Converting a Natural-Light-Driven Outward Proton Pump Rhodopsin into an Artificial Inward Proton Pump.

Microbial rhodopsins are a large family of photoreceptive membrane proteins with diverse light-regulated functions. While the most ubiquitous microbial rhodopsins are light-driven outward proton (H + ) pumps, new subfamilies of microbial rhodopsins transporting H + inwardly, i.e., light-driven inward H + pumps, have been discovered recently. Although structural and spectroscopic studies provide insights into their ion transport mechanisms, the minimum key element(s) that determine the direction of H + transport have not yet been clarified. Here, we conducted the first functional conversion study by substituting key amino acids in a natural outward H + -pumping rhodopsin ( Psp R) with those in inward H + -pumping rhodopsins.

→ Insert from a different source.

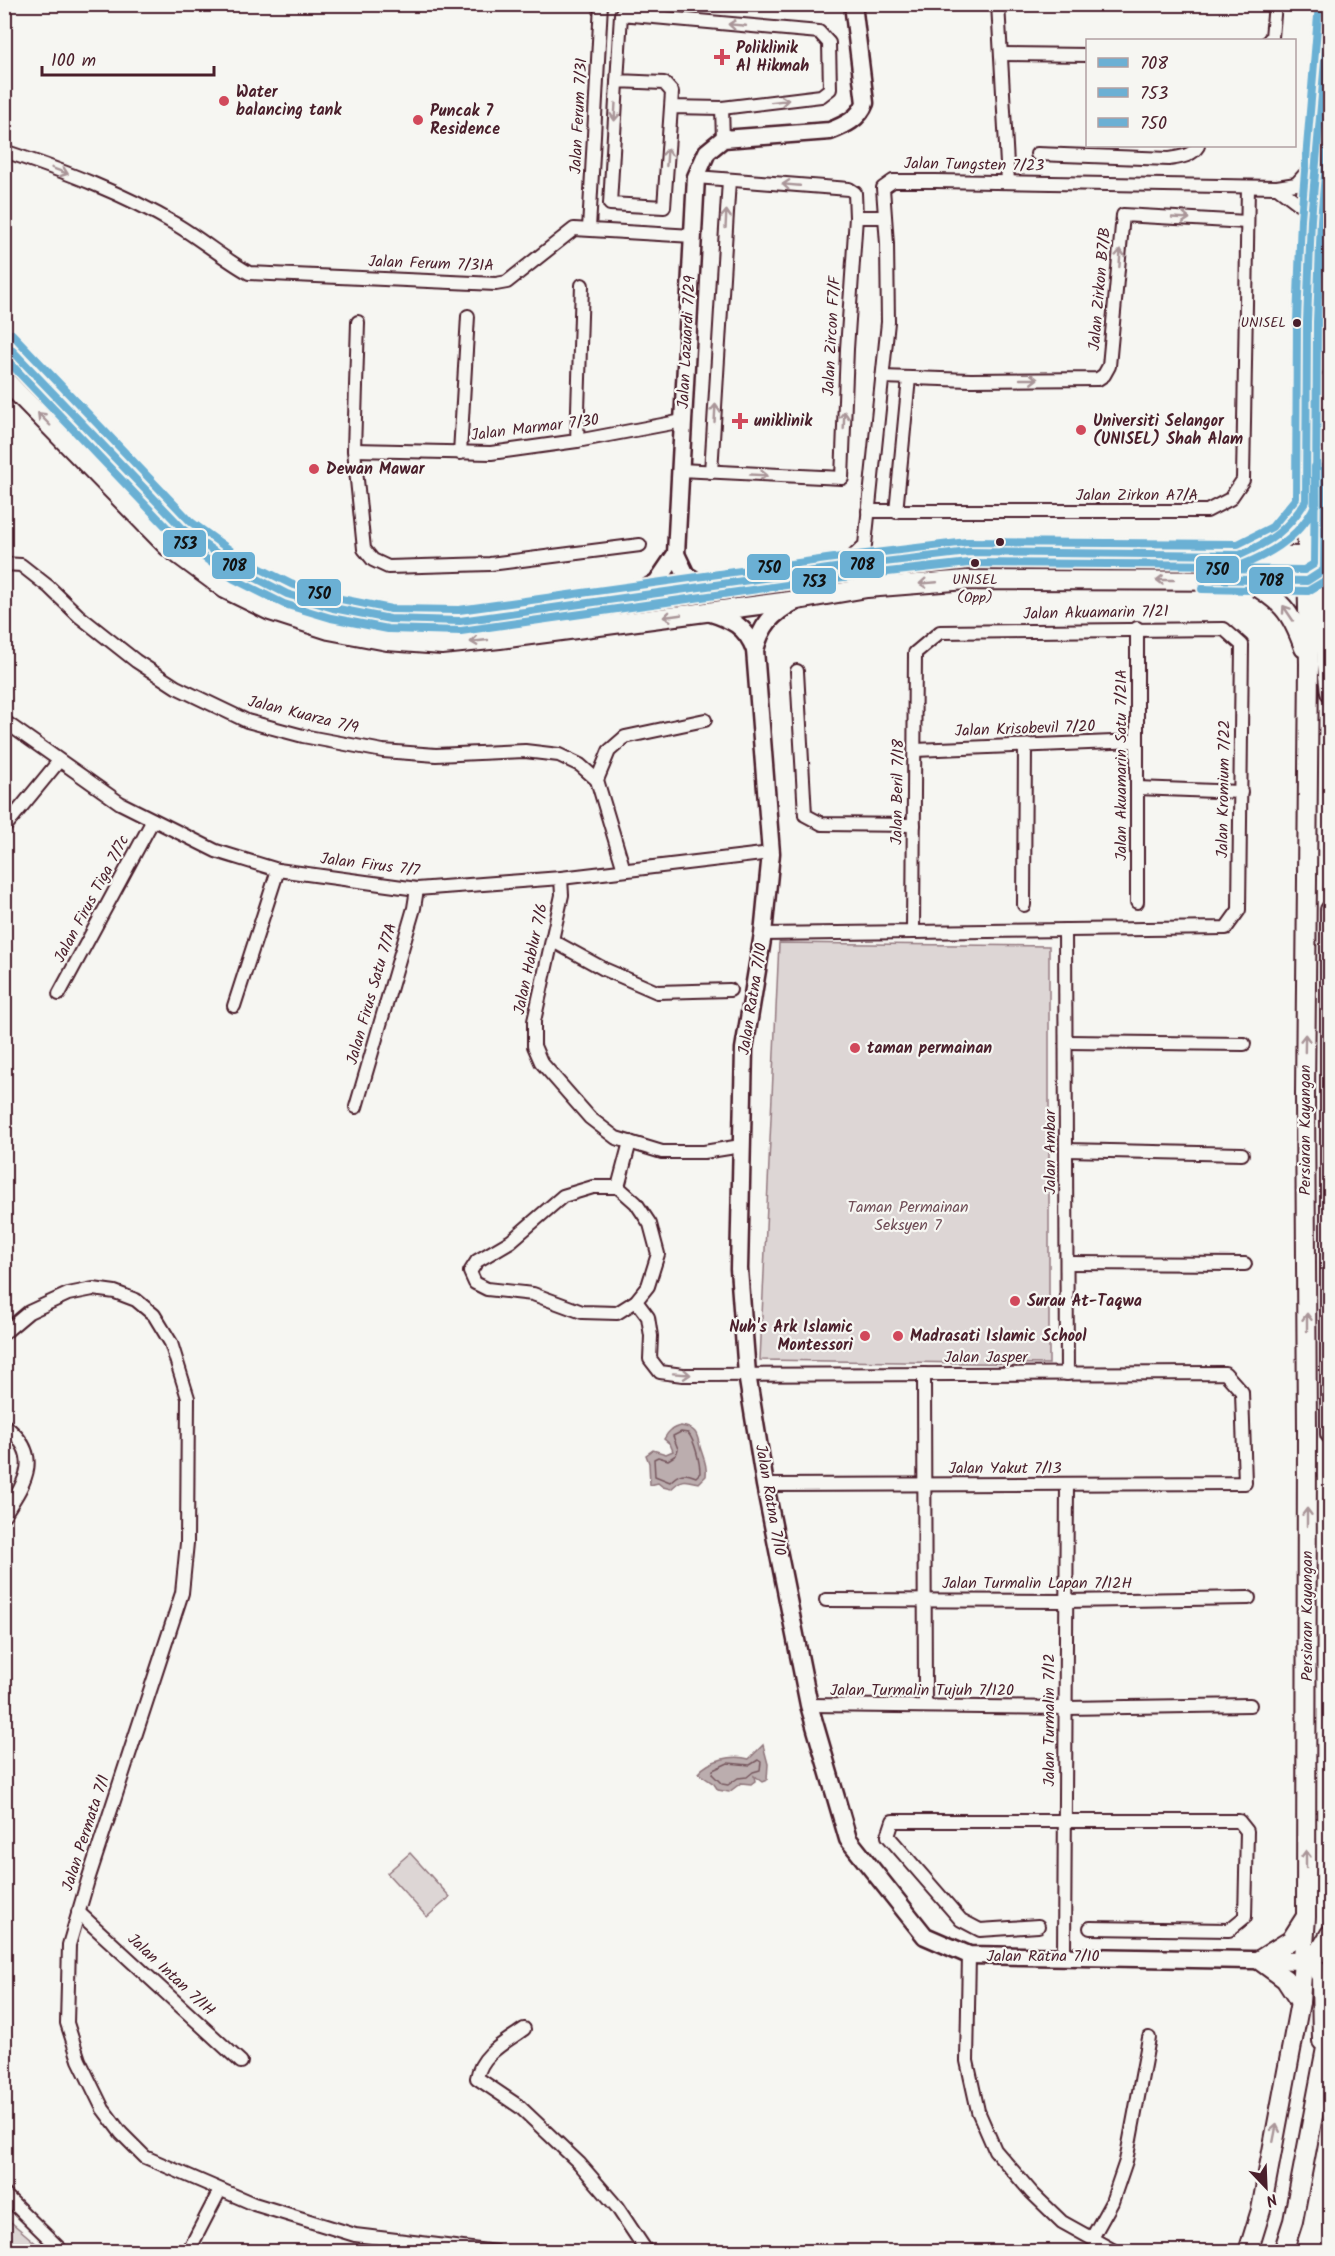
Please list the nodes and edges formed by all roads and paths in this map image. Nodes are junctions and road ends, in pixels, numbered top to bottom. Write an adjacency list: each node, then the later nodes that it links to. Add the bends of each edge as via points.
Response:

Consequently, an artificial inward H + pump was constructed by mutating only three residues of Psp R. This result indicates that these residues govern the key processes that discriminate between outward and inward H + pumps. Spectroscopic studies revealed the presence of an inward H + -accepting residue in the H + transport pathway and direct H + uptake from the extracellular solvent. This finding of the simple element for determining H + transport would provide a new basis for understanding the concept of ion transport not only by microbial rhodopsins but also by other ion-pumping proteins.